But it is not quite the answer I was looking for. Or, rather, it is the right answer to the wrong question. What makes the fact that octopus die so young so very shocking is not the evolutionary puzzle of it, I think, but rather the fact that there is something in itself mind-bending and incomprehensible about the very idea that so much intelligence and understanding could be achieved in such a short life. For us, it seems, thought, understanding, wits, are tied up with experience and, so, with time. Octopus nous is freakish, like something out of science fiction.

Which ties up with another theme of Other Minds. Godfrey-Smith remarks at the outset that contact with an octopus is the closest most of us will ever come to an intelligent alien. For the most part, reading this book, I had the feeling that this was not so. It isn't that the octopus isn't different from us. Long gangly arms, eight of them; a boneless body that shifts shape and changes color. All this is strange. And there is no disputing the evolutionary facts. You have to go back 600 million years to meet the bilateral, light-sensitive worm who is the common ancestor of both humans and cephalopods. This is a being whose cleverness took shape as a result of a very different history than that of ourselves.
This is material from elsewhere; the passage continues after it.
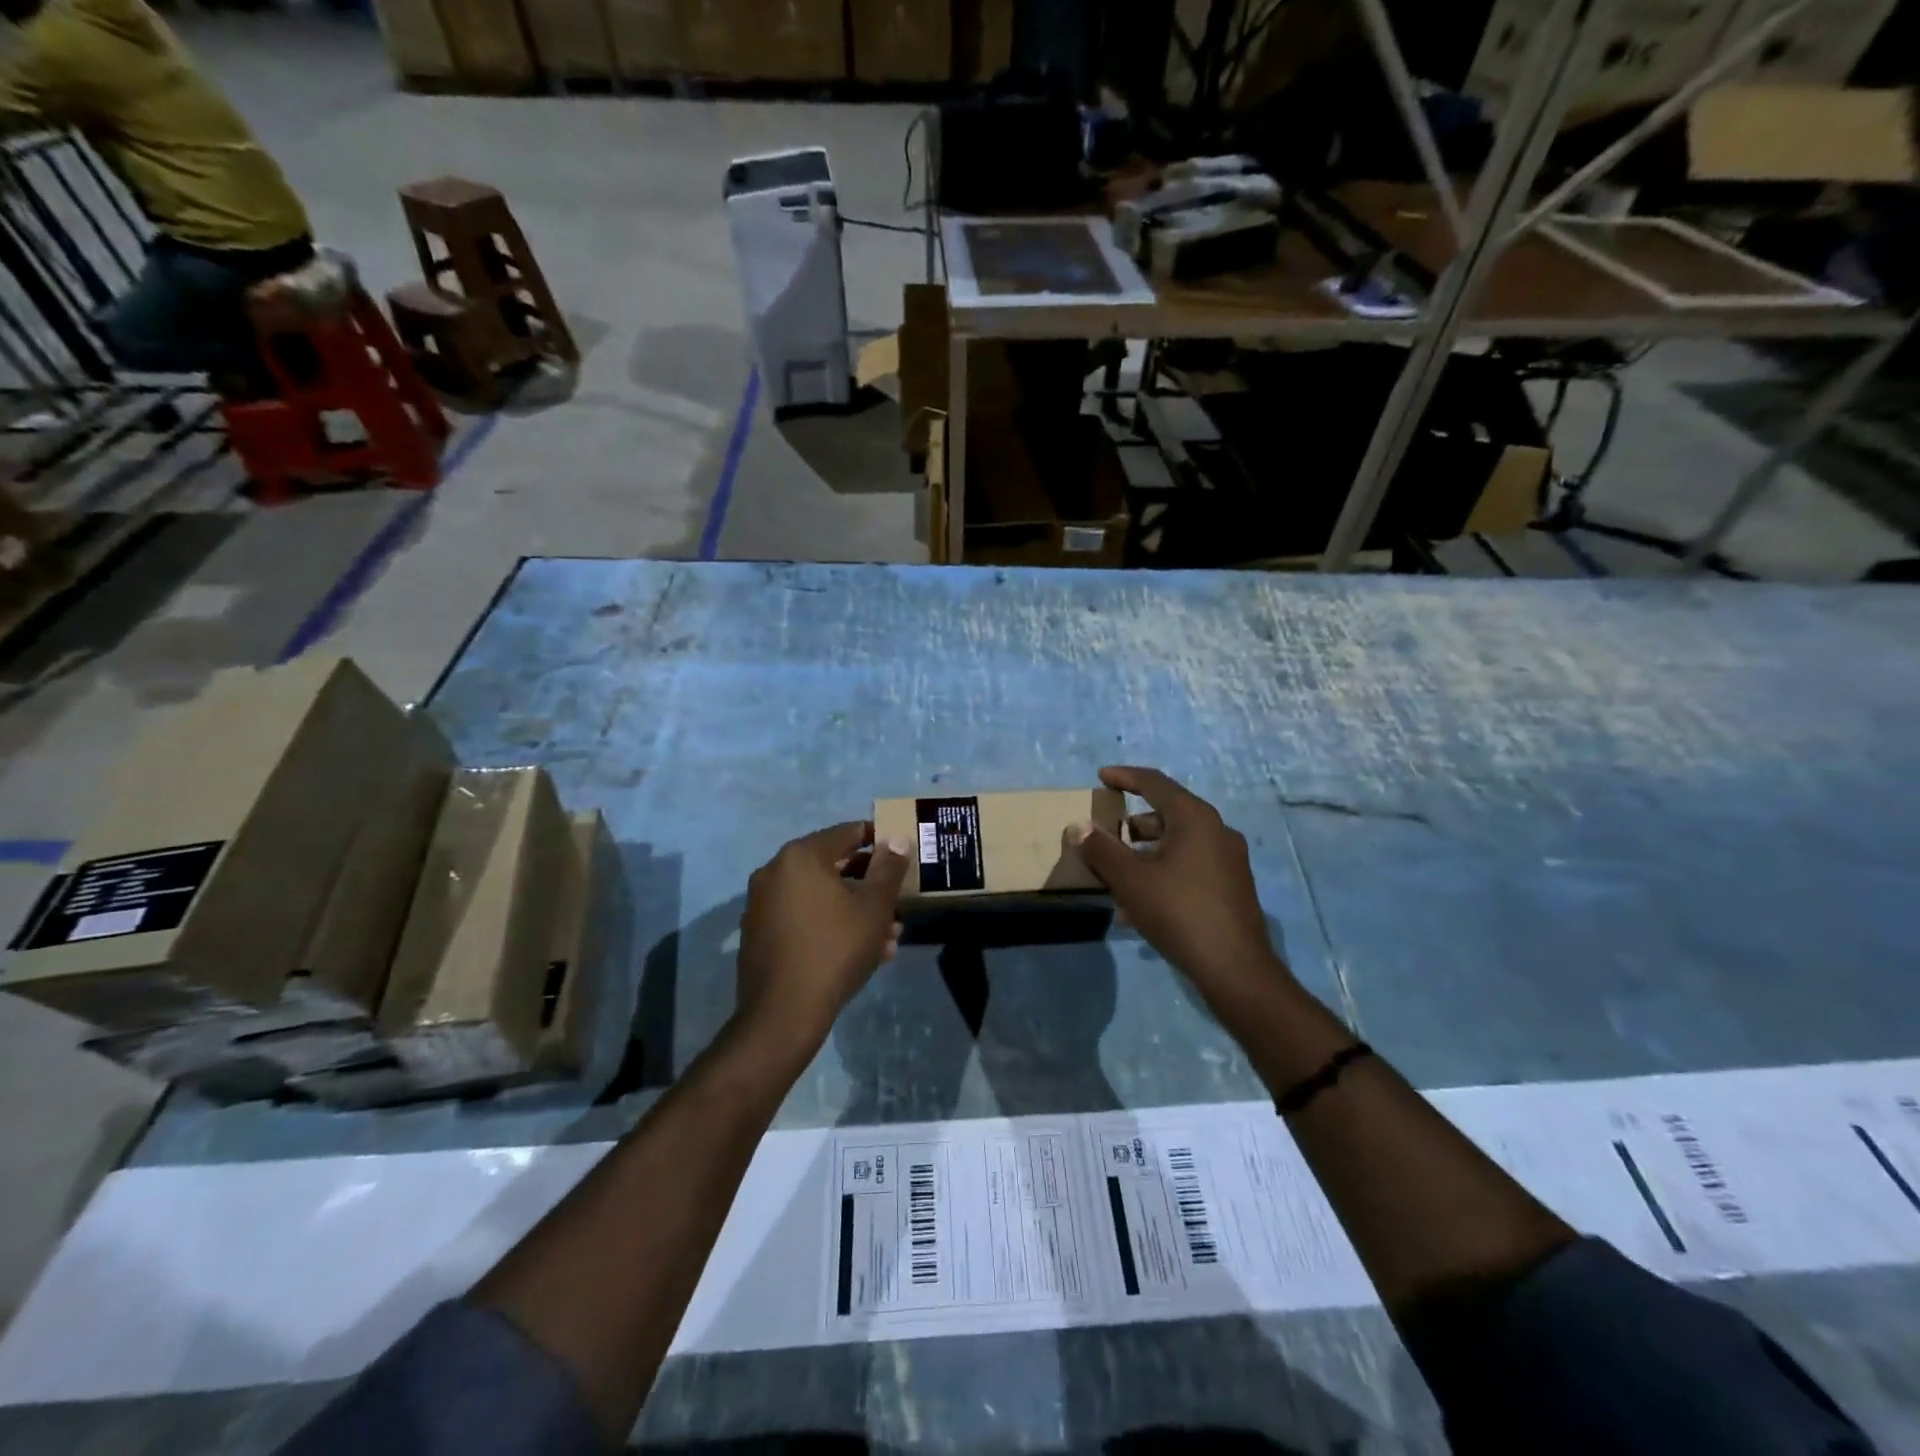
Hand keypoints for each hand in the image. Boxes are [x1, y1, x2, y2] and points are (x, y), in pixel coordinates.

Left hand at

And yet, the octopus doesn't come across as all that exotic or even all that wild. And this shouldn't be that surprising when you stop to think that intelligence, wit, rationality, these are, as Dennett has stressed, interpretive notions. To see someone or something as intelligent is to view it as conforming to a certain way of acting. Rational beings are the ones that do what they should in light of what they need given what they know. The octopus, however playful or curious, is a smarty pants and for that reason doesn't seem that remote at all.

Until we come up against the startling fact of the brevity of octopus life, that is. It is here that I had the vivid sense that in encountering the octopus we are brought into contact not merely with an intelligent alien, but a truly alien intelligence.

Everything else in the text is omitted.